U.S. Companies Added 325,000 Jobs: ADP

Updated on

U.S. Companies Added 325,000 Jobs: ADP
Companies added more workers than forecast in December, a sign that the U.S. labor market was gaining momentum heading into 2012, according to a private report based on payrolls.

The 325,000 increase was the highest in records going back to 2001 and exceeded the highest projection in a Bloomberg News survey after a revised 204,000 gain the prior month, the report from the Roseland, New Jersey-based ADP Employer Services showed today. The median estimate called for an advance of 178,000.

An acceleration in hiring may spur further gains in consumer spending, which accounts for about 70 percent of the world’s largest economy. A Labor Department report tomorrow may show payrolls rose by 150,000, not enough to keep the unemployment rate (USURTOT) from rising to 8.7 percent, economists in a Bloomberg survey projected.

“We certainly are seeing resilience in the job market,” said Sean Incremona, a senior economist at 4cast Inc. in New York. “We’ve seen some improvement versus earlier in 2011 and it’s encouraging.”

The projections for December ranged from 125,000 to 230,000, based on the estimates of 38 economists surveyed by Bloomberg.

A report today from the Labor Department showed first-time claims for jobless benefits (INJCJC) declined 15,000 last week to 372,000. The average over the past four weeks fell to the lowest level in more than three years.

Stock Futures

Stock-index futures pared losses after the reports. The contract on the Standard & Poor’s 500 Index expiring in March fell 0.5 percent to 1,267.3 at 9:14 a.m. in New York.

The December ADP number may have reflected the so-called purge effect. Workers, regardless of when they are dismissed or quit, sometimes remain on company records until December, when businesses update, or purge, their figures with ADP.

“It is a difficult time of year to seasonally adjust the ADP data,” Joel Prakken, senior managing director at Macroeconomic Advisers LLC in St. Louis, which produces the data with ADP, said on a conference call. “In an improving labor market, it can lead to an upward bias to seasonal job gains.”

Prakken said it wasn’t clear “to what extent this factor is at play in any particular December.”
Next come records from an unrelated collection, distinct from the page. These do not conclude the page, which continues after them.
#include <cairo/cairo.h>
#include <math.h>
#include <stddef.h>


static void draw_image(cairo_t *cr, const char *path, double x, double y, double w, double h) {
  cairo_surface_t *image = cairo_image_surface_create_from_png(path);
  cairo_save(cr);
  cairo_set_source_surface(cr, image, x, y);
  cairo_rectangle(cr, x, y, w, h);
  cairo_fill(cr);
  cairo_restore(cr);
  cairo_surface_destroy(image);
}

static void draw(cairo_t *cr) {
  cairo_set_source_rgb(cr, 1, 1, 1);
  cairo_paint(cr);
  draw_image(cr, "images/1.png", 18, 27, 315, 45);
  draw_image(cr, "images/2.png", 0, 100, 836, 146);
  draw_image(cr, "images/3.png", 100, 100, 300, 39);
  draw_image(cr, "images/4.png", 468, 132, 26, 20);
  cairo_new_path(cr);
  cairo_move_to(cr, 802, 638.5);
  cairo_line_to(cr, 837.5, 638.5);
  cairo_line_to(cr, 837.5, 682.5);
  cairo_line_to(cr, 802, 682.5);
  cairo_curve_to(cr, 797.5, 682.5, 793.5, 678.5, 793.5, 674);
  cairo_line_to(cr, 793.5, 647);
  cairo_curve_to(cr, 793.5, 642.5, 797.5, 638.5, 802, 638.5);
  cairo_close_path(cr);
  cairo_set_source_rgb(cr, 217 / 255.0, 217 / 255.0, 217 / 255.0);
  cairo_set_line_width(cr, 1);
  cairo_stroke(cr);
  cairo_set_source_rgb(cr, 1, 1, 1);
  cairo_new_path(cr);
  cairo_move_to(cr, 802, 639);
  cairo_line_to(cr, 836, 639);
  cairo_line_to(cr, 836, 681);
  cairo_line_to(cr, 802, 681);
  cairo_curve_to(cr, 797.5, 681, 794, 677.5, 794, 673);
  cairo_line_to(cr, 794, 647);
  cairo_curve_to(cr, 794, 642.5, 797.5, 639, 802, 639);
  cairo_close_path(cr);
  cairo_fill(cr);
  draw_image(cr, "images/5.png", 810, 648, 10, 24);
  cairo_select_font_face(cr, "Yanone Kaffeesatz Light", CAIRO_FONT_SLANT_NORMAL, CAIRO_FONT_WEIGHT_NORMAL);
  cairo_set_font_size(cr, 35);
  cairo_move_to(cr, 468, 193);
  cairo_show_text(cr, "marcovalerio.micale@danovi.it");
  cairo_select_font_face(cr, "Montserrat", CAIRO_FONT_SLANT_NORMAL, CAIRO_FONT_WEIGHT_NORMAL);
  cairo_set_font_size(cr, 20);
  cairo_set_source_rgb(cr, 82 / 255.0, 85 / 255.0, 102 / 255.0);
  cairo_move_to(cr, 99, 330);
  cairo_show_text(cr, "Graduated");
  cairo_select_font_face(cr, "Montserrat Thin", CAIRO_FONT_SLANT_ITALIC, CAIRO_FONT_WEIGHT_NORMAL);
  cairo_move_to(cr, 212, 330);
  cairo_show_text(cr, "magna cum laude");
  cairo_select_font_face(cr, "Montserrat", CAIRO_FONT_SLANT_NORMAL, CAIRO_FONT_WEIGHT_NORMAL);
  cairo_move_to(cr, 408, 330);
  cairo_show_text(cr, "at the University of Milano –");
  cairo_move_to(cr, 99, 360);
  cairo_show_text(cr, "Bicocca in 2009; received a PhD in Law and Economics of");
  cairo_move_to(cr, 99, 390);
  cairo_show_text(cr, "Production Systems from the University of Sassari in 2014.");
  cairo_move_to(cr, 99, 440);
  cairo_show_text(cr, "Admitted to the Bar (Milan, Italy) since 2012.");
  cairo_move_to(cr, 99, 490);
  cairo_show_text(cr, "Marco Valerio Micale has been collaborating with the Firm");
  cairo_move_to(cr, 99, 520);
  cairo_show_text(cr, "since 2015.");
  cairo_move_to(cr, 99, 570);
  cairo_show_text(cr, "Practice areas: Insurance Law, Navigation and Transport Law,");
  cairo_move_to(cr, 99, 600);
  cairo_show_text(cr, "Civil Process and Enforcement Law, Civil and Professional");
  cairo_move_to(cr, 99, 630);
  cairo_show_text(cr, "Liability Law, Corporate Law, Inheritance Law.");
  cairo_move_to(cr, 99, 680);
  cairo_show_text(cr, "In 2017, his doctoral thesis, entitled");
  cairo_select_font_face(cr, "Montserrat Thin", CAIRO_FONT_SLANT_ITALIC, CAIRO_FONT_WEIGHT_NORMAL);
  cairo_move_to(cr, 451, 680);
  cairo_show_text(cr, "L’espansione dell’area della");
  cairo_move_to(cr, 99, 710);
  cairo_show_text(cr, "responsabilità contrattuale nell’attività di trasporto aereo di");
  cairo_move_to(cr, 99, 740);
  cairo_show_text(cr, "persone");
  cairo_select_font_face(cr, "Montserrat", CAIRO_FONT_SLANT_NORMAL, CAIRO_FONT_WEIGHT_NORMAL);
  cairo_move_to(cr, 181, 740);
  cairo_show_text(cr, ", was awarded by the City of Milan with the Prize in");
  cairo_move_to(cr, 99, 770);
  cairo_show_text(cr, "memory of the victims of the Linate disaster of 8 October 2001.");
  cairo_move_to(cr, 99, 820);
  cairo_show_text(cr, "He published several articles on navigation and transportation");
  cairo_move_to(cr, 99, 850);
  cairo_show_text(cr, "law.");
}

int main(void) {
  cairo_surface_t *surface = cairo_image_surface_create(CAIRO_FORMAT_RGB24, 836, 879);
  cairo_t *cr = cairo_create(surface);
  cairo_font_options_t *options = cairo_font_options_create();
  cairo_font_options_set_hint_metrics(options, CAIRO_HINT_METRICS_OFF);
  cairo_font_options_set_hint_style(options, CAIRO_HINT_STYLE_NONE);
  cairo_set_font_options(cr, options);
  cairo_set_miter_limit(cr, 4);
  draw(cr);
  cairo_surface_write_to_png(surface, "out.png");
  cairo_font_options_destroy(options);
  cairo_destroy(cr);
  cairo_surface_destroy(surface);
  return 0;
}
The paycheck processor estimates this change when adjusting its data for seasonal variations and, because there were fewer firings at the end of 2011 than in previous years, ADP may find it more difficult to formulate a projection, according to economists like Peter D’Antonio.

‘Huge Assumptions’

“This huge purge of workers is beyond the scope of normal seasonal adjustment,” D’Antonio, an economist at Citigroup Global Markets Inc. in New York, said in a research note before the report. “So the ADP folks have to make huge assumptions for December that often widely miss the mark.”

ADP’s initial figures for November showed a 206,000 gain, while the Labor Department’s data two days later registered an increase of 140,000 in private payrolls for the month.